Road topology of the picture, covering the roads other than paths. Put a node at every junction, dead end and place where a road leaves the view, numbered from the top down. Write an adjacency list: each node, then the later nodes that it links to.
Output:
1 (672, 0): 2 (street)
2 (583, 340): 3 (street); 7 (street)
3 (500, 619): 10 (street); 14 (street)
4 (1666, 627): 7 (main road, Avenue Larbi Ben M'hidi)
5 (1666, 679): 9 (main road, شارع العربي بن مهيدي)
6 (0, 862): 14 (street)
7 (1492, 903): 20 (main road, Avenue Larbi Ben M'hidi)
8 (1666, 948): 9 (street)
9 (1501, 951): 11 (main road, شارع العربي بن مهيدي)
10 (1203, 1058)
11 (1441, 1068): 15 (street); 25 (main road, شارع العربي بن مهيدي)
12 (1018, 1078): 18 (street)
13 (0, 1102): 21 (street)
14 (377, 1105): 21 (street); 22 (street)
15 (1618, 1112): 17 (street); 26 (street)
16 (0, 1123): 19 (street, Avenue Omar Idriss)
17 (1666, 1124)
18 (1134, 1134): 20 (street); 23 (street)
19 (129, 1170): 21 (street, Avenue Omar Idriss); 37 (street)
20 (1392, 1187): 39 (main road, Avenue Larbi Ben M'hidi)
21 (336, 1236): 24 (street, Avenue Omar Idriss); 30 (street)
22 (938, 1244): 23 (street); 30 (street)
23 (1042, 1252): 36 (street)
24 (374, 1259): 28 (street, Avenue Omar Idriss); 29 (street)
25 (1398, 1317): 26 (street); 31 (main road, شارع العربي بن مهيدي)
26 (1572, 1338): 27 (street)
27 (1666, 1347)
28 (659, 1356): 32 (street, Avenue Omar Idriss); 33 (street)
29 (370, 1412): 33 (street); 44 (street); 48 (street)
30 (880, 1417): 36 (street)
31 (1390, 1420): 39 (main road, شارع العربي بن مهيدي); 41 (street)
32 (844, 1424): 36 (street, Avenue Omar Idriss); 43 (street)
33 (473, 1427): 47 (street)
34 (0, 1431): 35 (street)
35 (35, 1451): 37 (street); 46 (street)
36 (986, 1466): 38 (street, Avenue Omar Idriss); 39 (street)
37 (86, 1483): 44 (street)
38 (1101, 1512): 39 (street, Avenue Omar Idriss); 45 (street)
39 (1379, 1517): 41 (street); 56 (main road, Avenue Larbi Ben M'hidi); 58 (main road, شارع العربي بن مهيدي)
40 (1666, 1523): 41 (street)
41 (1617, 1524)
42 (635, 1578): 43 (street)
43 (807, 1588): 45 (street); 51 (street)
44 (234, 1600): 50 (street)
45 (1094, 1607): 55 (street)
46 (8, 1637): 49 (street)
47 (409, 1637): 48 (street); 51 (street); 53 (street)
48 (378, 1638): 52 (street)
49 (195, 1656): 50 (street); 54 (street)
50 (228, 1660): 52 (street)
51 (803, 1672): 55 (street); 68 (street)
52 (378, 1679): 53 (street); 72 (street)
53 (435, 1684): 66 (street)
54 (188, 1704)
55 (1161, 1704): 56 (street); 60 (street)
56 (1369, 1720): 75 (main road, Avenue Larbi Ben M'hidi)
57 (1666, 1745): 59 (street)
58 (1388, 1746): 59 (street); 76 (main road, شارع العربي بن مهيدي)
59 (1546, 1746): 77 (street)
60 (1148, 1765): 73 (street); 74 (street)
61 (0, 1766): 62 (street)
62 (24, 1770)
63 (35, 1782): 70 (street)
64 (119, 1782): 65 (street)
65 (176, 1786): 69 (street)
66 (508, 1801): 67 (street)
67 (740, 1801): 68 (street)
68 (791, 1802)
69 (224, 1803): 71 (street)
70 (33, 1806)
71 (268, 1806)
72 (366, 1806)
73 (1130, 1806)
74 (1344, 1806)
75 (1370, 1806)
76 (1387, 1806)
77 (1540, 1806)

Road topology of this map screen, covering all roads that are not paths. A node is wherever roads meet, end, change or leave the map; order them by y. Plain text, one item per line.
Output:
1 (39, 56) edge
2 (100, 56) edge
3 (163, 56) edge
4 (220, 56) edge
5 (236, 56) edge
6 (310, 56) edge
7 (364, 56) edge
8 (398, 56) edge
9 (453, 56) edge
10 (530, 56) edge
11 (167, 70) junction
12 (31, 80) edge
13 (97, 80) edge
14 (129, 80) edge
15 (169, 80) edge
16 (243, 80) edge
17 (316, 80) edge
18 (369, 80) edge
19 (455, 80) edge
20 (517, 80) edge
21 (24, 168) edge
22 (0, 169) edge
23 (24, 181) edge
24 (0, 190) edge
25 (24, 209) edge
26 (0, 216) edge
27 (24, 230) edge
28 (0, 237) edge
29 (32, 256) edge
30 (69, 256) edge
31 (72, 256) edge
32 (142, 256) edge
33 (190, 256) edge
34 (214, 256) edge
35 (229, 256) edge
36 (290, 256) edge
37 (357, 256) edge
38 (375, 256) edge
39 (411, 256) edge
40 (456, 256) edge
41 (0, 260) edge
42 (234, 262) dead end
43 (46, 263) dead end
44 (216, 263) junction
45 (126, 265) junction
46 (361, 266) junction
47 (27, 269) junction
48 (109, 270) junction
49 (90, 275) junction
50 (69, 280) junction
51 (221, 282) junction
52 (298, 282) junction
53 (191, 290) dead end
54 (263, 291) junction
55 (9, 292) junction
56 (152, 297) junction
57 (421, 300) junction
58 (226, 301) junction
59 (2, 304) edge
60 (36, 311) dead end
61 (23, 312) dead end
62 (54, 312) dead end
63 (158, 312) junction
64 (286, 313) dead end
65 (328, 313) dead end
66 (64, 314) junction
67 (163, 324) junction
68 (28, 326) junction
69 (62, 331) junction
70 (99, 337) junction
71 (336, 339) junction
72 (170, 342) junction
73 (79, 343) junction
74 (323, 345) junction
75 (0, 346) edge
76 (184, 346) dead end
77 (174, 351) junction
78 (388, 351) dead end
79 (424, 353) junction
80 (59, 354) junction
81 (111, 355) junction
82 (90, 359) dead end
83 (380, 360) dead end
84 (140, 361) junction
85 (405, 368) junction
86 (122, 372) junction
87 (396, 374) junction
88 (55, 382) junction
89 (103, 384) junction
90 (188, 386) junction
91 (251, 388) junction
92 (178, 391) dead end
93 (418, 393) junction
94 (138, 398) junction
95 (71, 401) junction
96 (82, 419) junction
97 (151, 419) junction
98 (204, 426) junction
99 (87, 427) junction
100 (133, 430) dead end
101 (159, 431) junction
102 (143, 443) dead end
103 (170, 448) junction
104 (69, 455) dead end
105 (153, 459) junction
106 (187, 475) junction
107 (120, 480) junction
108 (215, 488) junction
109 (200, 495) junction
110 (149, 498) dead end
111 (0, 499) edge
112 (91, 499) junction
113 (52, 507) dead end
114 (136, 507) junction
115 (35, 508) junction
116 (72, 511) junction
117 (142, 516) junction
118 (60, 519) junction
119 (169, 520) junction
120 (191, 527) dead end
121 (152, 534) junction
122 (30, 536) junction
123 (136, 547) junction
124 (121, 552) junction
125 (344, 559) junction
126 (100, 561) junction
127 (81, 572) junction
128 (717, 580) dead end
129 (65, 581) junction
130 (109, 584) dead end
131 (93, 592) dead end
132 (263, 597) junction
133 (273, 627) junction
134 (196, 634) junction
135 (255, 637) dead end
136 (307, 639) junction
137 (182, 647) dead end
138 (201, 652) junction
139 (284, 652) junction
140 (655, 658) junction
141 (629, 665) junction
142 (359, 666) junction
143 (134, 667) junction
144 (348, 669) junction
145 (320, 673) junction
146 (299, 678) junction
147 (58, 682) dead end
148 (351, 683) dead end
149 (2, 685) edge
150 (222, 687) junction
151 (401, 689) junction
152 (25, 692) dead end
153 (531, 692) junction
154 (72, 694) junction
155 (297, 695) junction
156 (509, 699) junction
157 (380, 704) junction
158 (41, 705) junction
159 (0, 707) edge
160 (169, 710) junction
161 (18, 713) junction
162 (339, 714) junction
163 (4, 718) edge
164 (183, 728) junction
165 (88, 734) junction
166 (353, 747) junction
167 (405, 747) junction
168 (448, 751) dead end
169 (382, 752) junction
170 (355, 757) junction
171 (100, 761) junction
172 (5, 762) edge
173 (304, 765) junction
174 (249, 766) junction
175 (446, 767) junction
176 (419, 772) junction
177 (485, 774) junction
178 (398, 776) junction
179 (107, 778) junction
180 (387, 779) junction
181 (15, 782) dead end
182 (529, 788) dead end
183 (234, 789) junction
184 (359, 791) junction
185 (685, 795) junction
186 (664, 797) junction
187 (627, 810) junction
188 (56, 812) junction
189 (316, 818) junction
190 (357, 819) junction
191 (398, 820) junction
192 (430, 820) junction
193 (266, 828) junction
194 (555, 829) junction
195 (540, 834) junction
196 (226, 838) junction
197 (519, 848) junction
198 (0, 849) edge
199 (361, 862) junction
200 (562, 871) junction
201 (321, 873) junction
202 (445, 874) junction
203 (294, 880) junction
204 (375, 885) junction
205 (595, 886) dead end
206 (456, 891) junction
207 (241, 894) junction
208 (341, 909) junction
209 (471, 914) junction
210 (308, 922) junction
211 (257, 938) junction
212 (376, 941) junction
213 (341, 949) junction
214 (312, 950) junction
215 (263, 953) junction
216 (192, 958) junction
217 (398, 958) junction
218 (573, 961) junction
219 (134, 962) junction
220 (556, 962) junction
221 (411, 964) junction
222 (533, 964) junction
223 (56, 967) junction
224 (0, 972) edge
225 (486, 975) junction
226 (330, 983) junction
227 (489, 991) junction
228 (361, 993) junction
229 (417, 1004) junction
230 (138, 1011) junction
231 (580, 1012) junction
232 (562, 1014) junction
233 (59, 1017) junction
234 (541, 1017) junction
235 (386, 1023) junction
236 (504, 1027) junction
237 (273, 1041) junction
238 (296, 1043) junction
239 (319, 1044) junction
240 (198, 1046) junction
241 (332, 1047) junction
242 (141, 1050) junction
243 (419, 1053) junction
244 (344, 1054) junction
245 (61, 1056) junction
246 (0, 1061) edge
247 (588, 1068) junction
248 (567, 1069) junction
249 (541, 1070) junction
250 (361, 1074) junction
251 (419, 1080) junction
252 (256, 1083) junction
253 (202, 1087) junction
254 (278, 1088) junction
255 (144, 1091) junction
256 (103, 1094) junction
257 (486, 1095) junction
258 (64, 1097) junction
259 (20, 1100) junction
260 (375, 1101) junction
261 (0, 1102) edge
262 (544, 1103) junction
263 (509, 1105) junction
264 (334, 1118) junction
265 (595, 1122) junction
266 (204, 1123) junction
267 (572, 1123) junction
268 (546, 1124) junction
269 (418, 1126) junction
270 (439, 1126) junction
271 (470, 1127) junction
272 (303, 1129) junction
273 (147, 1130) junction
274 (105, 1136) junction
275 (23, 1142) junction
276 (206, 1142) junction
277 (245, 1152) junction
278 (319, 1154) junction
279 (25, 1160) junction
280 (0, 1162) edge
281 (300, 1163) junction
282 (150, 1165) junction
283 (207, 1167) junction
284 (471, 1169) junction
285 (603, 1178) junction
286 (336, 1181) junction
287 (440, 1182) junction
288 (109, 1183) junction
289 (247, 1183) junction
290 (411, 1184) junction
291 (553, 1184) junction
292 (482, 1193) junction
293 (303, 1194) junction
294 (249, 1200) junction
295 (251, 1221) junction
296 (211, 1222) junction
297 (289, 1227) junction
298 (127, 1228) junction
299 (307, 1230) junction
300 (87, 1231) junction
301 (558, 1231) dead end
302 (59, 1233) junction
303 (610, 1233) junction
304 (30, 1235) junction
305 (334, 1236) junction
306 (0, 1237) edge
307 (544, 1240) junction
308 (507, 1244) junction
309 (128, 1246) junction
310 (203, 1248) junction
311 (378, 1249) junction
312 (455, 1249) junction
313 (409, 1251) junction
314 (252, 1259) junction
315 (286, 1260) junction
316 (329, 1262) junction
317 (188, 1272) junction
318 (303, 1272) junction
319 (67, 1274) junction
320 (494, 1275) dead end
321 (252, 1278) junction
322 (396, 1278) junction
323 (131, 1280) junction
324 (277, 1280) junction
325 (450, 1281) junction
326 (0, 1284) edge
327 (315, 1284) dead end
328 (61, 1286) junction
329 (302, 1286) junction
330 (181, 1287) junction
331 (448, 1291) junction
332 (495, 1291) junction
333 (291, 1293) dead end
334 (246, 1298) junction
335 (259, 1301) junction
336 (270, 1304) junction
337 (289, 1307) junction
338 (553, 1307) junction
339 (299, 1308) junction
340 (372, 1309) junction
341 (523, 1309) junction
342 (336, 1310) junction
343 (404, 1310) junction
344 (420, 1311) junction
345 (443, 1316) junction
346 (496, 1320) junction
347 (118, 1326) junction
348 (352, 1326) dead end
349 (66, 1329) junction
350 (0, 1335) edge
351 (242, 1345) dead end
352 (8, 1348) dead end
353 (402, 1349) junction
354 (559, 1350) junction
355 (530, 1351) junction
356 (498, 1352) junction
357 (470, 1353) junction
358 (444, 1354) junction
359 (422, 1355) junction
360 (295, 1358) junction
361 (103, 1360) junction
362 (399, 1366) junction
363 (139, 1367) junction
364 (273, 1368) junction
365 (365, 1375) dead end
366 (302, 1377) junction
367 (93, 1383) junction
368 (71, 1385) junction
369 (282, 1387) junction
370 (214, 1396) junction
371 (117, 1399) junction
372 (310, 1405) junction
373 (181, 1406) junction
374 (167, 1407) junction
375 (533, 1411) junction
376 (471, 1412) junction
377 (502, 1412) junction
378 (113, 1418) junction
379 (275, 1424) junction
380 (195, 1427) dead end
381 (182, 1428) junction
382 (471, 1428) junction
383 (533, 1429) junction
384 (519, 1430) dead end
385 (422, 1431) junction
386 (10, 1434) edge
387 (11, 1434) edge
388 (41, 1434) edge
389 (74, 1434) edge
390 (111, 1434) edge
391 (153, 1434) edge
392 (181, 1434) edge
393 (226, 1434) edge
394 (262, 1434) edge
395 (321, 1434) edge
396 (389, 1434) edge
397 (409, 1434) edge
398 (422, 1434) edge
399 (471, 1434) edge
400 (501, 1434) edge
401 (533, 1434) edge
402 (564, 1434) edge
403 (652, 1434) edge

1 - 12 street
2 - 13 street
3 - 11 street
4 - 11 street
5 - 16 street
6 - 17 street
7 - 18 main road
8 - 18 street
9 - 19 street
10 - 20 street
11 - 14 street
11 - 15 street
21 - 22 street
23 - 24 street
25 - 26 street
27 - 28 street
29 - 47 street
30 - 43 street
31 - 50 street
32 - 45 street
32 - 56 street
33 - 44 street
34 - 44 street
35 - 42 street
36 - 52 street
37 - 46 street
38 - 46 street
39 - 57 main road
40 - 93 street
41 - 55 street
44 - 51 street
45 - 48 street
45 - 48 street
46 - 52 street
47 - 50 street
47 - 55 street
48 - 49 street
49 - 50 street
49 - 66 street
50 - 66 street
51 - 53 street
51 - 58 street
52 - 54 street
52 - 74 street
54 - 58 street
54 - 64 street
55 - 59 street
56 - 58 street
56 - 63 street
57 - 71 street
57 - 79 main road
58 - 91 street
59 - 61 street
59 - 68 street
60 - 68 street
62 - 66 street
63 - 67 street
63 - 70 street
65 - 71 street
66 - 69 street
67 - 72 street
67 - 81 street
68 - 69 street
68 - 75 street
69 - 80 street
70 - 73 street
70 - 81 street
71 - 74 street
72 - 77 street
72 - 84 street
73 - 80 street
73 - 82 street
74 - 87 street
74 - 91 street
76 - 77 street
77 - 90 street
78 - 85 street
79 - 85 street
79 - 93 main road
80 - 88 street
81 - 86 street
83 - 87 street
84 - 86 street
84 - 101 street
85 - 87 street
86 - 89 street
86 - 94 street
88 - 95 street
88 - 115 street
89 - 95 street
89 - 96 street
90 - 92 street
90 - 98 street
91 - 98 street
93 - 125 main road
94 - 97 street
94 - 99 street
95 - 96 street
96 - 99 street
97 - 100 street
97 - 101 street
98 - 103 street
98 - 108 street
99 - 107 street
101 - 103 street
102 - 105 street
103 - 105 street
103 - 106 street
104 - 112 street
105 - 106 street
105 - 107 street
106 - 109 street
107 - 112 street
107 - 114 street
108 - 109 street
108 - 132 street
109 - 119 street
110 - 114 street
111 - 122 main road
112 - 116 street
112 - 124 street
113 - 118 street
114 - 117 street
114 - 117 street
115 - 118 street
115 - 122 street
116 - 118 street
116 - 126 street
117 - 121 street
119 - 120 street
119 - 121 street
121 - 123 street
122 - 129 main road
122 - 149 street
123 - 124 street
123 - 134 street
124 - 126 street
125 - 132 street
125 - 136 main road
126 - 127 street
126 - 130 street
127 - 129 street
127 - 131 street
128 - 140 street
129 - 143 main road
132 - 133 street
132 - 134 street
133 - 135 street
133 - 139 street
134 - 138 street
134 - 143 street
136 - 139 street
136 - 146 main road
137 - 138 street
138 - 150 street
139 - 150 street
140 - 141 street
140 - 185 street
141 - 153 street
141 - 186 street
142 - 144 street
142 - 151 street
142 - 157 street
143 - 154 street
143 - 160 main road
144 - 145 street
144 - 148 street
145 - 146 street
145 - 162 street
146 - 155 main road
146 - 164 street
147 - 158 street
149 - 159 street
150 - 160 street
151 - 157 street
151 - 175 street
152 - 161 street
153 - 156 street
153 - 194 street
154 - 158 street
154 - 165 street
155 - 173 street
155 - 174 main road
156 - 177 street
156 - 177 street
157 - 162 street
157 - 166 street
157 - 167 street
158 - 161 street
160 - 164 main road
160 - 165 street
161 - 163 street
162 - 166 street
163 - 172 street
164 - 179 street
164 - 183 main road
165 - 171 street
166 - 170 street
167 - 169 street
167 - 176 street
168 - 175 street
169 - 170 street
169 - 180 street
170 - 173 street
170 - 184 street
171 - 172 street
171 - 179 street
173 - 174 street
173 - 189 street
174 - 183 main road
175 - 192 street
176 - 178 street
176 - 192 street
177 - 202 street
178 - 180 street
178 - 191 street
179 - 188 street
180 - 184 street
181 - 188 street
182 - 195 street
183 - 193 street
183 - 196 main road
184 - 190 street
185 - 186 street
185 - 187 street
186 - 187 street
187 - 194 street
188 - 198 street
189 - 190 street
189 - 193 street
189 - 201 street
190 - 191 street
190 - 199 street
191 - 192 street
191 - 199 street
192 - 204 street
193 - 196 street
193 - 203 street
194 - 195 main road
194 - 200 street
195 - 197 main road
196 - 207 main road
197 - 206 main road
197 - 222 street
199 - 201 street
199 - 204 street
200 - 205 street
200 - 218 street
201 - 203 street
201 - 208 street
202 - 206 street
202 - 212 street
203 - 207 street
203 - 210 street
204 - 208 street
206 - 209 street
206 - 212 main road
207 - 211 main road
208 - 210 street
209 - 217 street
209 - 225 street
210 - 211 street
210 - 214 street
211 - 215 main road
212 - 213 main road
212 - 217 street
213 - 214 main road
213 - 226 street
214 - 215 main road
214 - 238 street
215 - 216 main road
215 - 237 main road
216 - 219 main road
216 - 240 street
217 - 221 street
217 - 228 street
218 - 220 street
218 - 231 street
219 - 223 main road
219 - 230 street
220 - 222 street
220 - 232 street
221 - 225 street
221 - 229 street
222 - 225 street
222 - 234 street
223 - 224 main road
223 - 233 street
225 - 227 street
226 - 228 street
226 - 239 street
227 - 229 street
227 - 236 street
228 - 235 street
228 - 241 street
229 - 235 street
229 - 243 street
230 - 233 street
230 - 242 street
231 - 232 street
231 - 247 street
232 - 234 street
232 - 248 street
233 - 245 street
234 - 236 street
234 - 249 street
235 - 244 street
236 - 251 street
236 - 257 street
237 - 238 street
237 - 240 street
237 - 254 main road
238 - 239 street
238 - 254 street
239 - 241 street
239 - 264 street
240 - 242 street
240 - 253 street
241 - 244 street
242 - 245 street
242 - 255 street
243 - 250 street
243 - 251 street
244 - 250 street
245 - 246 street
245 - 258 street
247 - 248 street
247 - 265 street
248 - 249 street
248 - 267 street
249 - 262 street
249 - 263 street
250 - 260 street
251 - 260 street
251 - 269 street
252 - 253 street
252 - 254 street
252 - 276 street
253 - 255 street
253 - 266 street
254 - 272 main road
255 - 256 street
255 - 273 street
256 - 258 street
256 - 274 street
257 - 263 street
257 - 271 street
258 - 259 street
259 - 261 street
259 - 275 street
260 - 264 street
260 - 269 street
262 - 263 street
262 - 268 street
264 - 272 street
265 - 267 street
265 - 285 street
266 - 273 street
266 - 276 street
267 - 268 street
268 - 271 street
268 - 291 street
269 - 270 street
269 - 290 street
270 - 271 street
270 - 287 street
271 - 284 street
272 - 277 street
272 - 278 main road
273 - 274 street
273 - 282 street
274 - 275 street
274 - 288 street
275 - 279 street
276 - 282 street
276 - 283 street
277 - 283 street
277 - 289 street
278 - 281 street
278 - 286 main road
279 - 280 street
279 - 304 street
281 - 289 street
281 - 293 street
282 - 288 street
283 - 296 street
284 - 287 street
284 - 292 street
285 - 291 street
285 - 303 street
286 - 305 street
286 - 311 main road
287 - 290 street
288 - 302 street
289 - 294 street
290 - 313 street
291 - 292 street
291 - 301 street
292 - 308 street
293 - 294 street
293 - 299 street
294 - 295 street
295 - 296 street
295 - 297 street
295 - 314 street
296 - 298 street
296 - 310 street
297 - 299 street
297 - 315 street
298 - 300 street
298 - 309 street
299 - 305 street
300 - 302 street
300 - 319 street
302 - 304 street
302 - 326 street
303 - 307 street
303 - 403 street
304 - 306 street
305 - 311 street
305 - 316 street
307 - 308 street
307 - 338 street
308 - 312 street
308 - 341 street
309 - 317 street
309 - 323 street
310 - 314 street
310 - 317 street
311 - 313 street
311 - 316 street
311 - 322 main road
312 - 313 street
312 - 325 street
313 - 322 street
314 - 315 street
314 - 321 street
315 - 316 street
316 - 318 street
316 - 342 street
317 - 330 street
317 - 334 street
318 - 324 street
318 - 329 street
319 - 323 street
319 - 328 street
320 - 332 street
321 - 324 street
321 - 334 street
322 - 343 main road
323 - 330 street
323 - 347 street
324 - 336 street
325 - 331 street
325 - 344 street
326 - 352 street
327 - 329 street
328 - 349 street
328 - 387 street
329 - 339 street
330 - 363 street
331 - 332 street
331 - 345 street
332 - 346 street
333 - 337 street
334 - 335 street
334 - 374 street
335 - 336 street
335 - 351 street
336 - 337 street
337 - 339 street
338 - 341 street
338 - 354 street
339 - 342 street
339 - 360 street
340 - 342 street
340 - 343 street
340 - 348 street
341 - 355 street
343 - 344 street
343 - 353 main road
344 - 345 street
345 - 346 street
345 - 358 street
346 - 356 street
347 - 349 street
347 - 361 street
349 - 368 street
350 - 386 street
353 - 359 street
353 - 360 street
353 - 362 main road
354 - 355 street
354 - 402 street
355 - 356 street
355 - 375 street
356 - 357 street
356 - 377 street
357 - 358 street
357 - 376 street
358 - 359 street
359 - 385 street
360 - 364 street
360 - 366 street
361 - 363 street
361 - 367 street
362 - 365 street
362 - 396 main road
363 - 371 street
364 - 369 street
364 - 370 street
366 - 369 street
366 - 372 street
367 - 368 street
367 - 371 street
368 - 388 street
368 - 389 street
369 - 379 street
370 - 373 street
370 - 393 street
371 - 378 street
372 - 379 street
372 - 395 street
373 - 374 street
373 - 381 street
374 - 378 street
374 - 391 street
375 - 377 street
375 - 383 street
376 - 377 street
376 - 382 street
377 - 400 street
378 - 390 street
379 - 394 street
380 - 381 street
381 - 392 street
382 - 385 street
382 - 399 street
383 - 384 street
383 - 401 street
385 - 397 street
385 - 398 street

Task to carry out:
Name the number of lines in the listing that contain the word "Larbi", and only that number.

Output for this task:
5